Orbene, qualora sussistano le suddette condizioni, proseguendo nell’iter argomentativo portato avanti dalla Corte, si deve ritenere che il giudice ordinario possa incidentalmente conoscere della legittimità dell’atto amministrativo, ai fini della qualificazione del danno come ingiusto; per cui non sussisterebbe la pregiudizialità.
Ciò, ovviamente, può fare insorgere problemi dovuti ad un eventuale contrasto di pronunce giurisdizionali; nel caso in cui, ad esempio, il g.o. accerti il diritto al risarcimento del danno ed il g.a. accerti la legittimità del medesimo provvedimento che si reputi lesivo di un interesse meritevole di tutela.
Ci si domanda, inoltre, cosa possa accadere ove l’atto amministrativo, asseritamente lesivo di un’interesse legittimo, non venga impugnato nei termini di decadenza, con conseguente consolidamento dei suoi effetti; e venga successivamente esperita l’azione per il risarcimento del danno, con annessa la richiesta al g.o. di accertare direttamente l’illegittimità di quel medesimo provvedimento.
In effetti, come affermano le stesse Sezioni Unite, la questione è estremamente complessa e necessita di ulteriori approfondimenti; per cui appare prematuro volerne trarre già delle conclusioni.

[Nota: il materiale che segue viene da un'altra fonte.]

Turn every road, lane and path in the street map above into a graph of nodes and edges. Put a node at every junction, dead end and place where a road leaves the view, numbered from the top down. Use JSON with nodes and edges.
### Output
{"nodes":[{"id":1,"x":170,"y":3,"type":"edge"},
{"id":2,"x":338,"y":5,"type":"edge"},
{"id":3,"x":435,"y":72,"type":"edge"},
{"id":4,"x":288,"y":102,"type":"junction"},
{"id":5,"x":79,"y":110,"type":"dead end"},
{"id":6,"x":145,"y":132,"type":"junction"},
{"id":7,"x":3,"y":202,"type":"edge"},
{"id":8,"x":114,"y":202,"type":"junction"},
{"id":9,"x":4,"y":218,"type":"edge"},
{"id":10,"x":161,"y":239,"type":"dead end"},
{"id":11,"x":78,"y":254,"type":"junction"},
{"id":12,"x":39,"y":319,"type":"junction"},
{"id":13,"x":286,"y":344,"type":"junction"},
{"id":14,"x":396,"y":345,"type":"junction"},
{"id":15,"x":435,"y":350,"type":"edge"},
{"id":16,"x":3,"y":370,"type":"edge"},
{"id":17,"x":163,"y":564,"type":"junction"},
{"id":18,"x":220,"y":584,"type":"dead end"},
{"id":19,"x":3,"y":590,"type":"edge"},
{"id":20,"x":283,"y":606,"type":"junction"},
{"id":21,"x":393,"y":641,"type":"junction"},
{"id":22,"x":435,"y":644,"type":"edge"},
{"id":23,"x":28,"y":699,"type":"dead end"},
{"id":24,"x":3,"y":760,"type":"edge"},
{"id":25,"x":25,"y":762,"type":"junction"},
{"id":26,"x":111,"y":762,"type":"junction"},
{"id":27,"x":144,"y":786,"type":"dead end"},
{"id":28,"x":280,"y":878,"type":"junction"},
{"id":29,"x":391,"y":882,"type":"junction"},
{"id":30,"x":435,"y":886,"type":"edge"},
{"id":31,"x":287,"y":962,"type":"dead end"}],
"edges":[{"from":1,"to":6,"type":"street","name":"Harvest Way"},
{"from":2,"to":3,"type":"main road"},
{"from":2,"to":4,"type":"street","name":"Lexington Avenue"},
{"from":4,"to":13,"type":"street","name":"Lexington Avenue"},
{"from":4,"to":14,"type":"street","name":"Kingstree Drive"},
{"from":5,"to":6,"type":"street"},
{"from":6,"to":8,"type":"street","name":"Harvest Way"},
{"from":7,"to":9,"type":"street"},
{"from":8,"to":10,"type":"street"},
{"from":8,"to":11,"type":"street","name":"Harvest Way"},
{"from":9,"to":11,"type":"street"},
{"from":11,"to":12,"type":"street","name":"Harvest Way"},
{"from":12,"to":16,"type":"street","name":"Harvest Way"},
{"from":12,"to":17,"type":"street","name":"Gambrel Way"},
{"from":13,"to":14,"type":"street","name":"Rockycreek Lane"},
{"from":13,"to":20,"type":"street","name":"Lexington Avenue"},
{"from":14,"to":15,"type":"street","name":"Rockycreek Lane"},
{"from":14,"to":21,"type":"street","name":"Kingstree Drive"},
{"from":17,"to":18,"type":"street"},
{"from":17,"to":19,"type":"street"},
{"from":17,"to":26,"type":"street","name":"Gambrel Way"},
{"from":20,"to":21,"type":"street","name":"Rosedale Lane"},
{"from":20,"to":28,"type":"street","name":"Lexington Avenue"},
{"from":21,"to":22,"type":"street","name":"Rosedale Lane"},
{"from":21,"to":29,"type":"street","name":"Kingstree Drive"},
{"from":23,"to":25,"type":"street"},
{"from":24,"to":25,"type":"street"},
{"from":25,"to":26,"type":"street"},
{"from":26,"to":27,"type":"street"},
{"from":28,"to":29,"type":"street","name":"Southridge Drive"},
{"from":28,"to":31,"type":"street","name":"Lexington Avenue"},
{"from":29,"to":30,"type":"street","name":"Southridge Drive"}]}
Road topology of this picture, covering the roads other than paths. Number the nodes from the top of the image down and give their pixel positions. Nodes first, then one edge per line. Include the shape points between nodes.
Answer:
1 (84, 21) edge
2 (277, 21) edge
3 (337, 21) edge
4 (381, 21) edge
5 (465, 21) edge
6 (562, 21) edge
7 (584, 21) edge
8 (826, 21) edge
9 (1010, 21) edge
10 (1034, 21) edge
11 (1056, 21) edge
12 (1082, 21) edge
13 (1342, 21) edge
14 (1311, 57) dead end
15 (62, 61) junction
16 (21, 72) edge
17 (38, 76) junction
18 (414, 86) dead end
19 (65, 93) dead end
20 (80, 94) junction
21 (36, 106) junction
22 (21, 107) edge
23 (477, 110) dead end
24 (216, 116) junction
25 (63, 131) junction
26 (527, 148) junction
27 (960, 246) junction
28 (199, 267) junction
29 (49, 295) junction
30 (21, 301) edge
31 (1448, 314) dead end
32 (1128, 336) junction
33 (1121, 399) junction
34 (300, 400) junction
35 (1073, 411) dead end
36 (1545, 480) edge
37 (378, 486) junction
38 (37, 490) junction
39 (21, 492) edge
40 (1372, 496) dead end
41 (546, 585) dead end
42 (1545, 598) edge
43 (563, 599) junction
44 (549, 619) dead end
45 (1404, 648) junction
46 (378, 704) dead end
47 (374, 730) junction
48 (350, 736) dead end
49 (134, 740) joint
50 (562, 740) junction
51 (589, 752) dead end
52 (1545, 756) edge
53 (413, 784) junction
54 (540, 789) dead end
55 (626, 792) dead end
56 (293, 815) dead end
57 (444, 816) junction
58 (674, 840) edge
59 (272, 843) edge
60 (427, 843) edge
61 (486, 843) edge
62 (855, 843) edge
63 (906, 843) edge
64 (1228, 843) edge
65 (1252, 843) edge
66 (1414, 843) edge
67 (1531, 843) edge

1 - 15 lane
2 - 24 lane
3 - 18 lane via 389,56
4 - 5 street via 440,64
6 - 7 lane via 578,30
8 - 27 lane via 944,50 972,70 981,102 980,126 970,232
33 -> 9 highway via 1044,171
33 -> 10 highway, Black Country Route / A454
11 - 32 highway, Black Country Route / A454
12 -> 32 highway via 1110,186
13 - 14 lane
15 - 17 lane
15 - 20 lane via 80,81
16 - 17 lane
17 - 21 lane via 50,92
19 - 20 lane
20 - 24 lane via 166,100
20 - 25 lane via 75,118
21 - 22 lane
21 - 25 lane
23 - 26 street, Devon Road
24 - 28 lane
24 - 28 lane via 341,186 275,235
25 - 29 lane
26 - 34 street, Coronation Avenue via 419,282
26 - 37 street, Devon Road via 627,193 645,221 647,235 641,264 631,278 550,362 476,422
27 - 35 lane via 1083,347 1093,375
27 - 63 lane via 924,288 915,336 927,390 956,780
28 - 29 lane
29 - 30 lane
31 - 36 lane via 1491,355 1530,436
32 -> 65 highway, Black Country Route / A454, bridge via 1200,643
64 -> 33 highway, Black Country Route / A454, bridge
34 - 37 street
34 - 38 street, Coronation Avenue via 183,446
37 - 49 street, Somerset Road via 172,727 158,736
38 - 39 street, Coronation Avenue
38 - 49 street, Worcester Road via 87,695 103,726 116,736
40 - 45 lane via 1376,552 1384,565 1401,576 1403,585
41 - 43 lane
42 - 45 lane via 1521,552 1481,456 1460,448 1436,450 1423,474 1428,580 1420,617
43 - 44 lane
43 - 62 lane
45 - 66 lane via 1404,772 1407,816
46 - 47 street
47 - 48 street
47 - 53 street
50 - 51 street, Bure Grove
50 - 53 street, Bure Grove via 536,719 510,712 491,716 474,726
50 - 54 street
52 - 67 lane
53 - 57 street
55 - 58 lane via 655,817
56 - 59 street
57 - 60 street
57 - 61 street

La verità è che, ormai, il sistema della giustizia amministrativa esige, per poter funzionare correttamente, che il riparto delle competenze tra giudice ordinario ed amministrativo venga effettuato per blocchi di materie; in modo tale da concentrare in un solo giudice tutte le questioni attinenti ad una determinata materia, cercando così di scongiurare i rischi di cui sopra.
Ovviamente una siffatta operazione dovrebbe prendere l’avvio dalla modifica dell’art.113 Cost. che ha consacrato il giudice ordinario a tutela dei diritti soggettivi ed il giudice amministrativo a tutela degli interessi legittimi.
A dire il vero un tentativo in tale direzione è stato portato avanti dalla Commissione Bicamerale nel progetto di legge da questa presentato, artt.4 e 5; ma, come è noto, la Bicamerale è fallita.
Allora, la maggioranza ha cercato, mediante legge ordinaria, di realizzare quello che si sarebbe dovuto attuare con una legge costituzionale .
Da ultimo va annoverata, in tal senso, la L.205/2000 con la quale si è inteso cambiare radicalmente il volto alla giustizia amministrativa; a tal punto da configurare un processo ispirato sempre più a quello civile, a maggiore tutela dei diritti soggettivi.